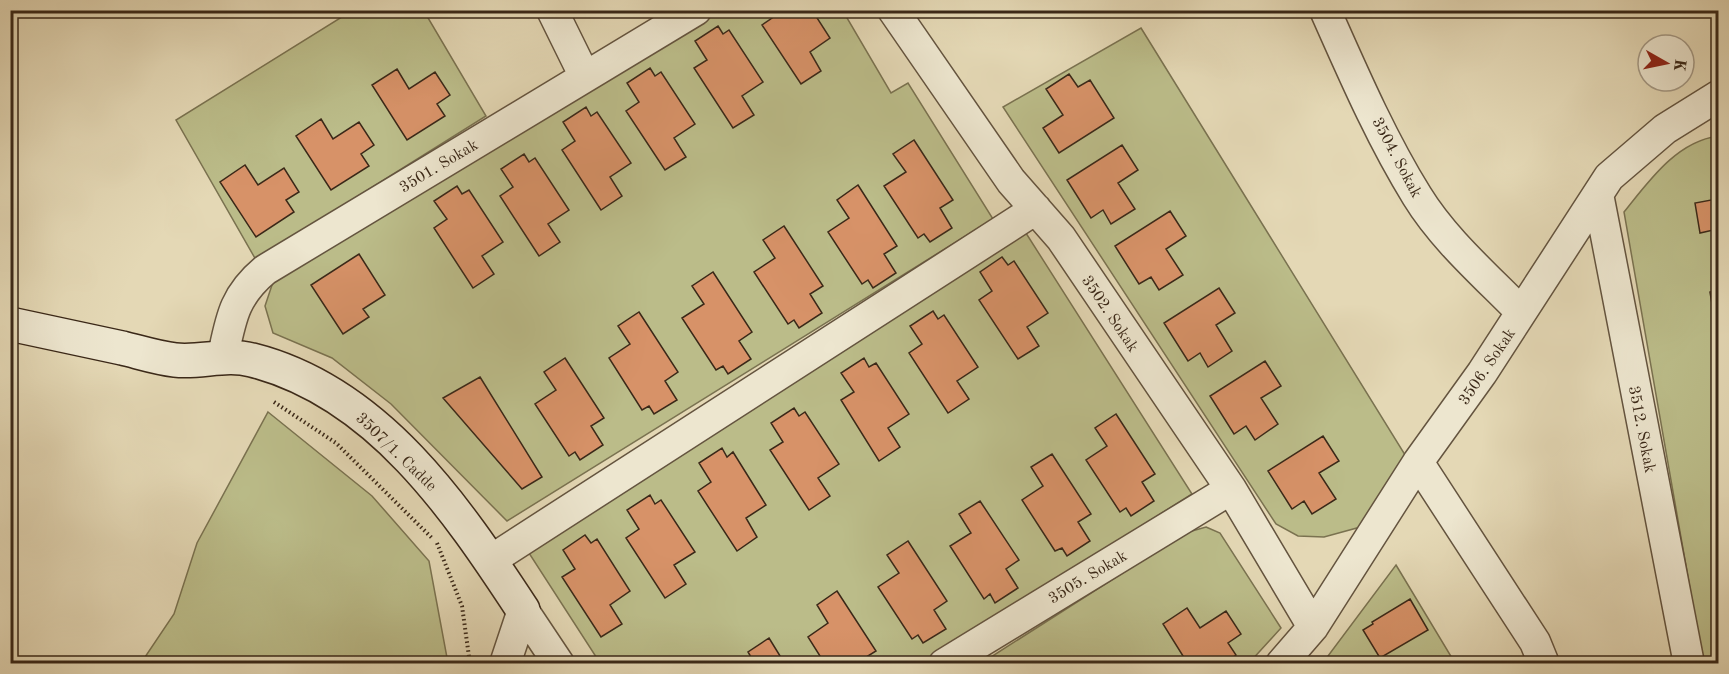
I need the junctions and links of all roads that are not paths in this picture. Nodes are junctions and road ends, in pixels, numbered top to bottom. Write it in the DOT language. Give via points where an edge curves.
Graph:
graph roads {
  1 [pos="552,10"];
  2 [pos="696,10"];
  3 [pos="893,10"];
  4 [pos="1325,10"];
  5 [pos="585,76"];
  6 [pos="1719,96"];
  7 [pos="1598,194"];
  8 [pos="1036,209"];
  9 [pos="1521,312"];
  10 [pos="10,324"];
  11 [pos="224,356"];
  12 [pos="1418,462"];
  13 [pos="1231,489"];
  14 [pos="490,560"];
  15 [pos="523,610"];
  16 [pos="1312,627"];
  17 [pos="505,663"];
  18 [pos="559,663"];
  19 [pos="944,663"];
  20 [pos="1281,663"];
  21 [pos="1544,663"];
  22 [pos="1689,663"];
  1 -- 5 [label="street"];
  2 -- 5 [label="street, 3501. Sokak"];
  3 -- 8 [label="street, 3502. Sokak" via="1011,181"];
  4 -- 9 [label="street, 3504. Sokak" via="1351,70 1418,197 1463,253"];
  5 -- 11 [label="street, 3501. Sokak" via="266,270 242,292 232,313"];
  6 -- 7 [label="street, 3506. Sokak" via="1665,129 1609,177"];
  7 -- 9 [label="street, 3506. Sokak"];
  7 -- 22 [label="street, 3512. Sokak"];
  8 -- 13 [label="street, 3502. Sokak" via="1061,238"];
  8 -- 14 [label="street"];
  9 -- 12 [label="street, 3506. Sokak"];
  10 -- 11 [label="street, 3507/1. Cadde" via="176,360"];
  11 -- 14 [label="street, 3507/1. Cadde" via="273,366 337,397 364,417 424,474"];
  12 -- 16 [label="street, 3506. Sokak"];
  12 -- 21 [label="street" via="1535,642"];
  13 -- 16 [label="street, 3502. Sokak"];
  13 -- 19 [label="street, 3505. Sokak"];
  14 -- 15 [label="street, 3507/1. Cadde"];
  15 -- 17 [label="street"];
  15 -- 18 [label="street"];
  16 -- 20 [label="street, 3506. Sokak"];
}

--

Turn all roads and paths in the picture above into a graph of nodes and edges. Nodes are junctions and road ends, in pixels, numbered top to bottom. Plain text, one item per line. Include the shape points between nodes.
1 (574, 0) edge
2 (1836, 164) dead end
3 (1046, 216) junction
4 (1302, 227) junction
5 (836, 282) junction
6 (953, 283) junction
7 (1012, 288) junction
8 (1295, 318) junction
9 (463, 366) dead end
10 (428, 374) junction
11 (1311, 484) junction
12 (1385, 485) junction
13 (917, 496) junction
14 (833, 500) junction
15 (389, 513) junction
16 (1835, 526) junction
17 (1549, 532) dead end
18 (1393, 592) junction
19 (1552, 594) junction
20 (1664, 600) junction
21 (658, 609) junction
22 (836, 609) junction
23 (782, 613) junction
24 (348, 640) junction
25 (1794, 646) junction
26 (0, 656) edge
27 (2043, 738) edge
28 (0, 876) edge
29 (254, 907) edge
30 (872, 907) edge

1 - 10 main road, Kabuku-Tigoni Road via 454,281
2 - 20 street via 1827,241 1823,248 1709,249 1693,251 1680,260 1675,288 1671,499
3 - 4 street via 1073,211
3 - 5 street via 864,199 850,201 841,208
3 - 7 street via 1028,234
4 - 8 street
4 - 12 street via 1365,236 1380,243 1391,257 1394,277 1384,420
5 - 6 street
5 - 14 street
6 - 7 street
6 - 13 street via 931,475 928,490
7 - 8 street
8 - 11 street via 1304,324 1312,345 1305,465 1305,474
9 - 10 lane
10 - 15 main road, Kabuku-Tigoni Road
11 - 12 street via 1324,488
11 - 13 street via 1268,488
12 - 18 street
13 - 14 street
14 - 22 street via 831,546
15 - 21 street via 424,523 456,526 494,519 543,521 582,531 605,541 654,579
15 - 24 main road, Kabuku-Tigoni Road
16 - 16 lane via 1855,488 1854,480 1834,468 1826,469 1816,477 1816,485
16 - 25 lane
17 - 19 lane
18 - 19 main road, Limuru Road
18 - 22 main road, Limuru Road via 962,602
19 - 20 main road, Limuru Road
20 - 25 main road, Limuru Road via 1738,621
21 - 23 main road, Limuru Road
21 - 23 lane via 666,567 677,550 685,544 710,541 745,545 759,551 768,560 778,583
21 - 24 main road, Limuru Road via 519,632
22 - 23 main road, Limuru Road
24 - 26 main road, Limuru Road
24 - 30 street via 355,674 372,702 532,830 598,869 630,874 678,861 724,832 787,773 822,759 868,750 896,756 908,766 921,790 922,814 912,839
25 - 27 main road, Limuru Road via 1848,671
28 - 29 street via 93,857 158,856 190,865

* * *

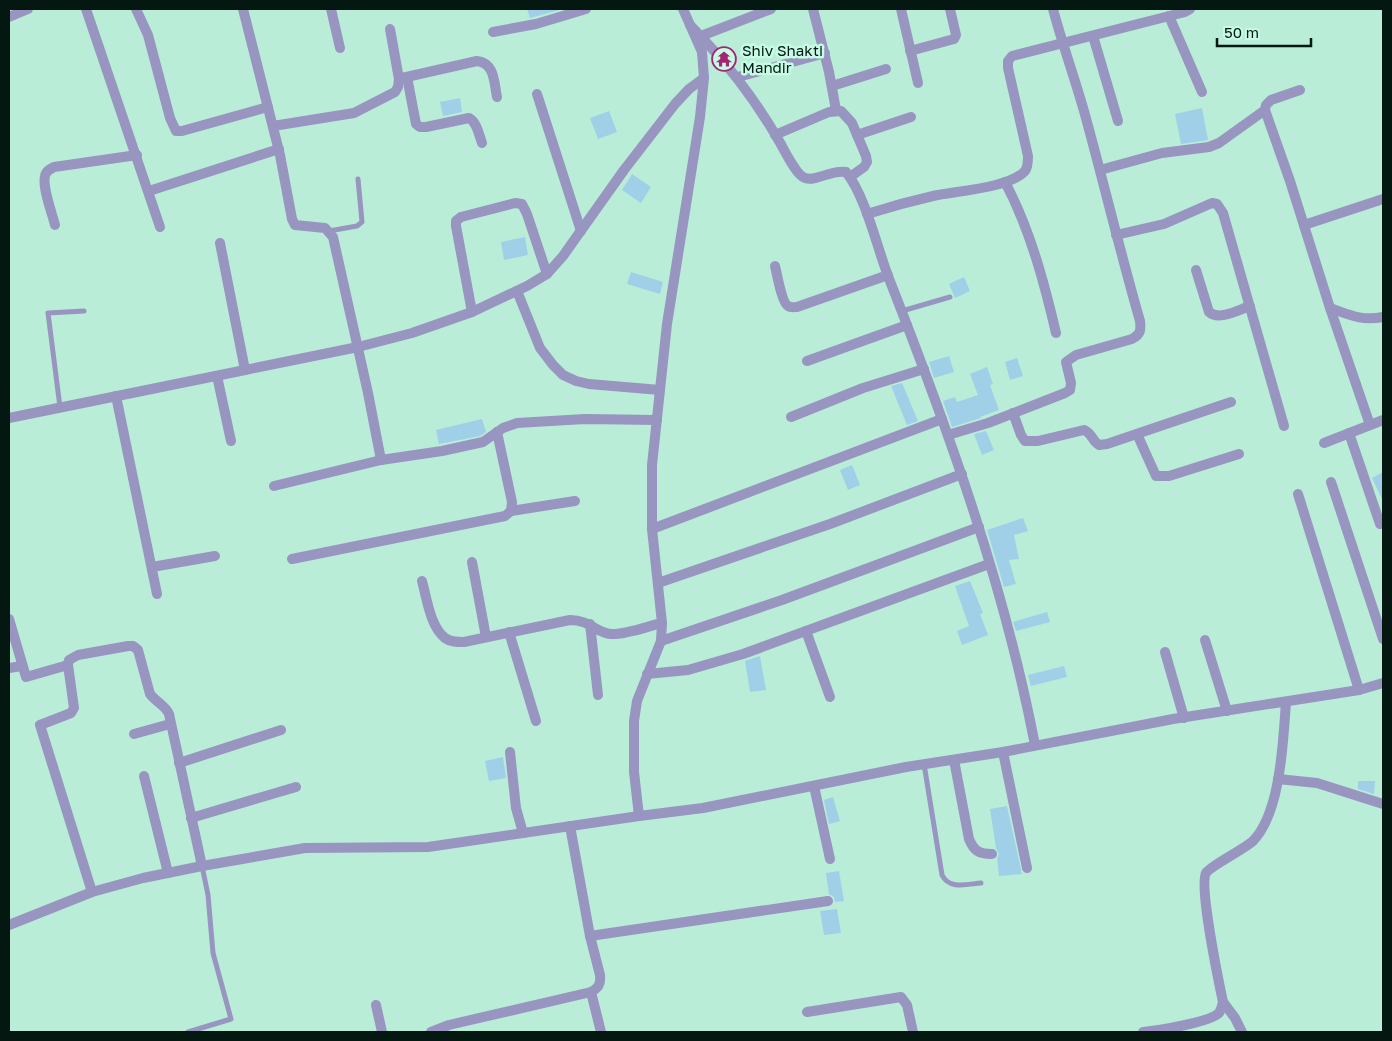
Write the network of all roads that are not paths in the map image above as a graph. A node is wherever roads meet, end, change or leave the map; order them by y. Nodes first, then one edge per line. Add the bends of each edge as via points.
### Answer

• WORK REQUIRED
If a line of the data contains "that", copy it out.

• SOLUTION TO THE PROBLEM
I need the junctions and links of all roads that are not paths in this picture. Nodes are junctions and road ends, in pixels, numbered top to bottom. Write it in the DOT language. Give via points where an edge curves.
Write the network of all roads that are not paths in the map image above as a graph. A node is wherever roads meet, end, change or leave the map; order them by y. Nodes first, then one edge per line. Add the bends of each edge as via points.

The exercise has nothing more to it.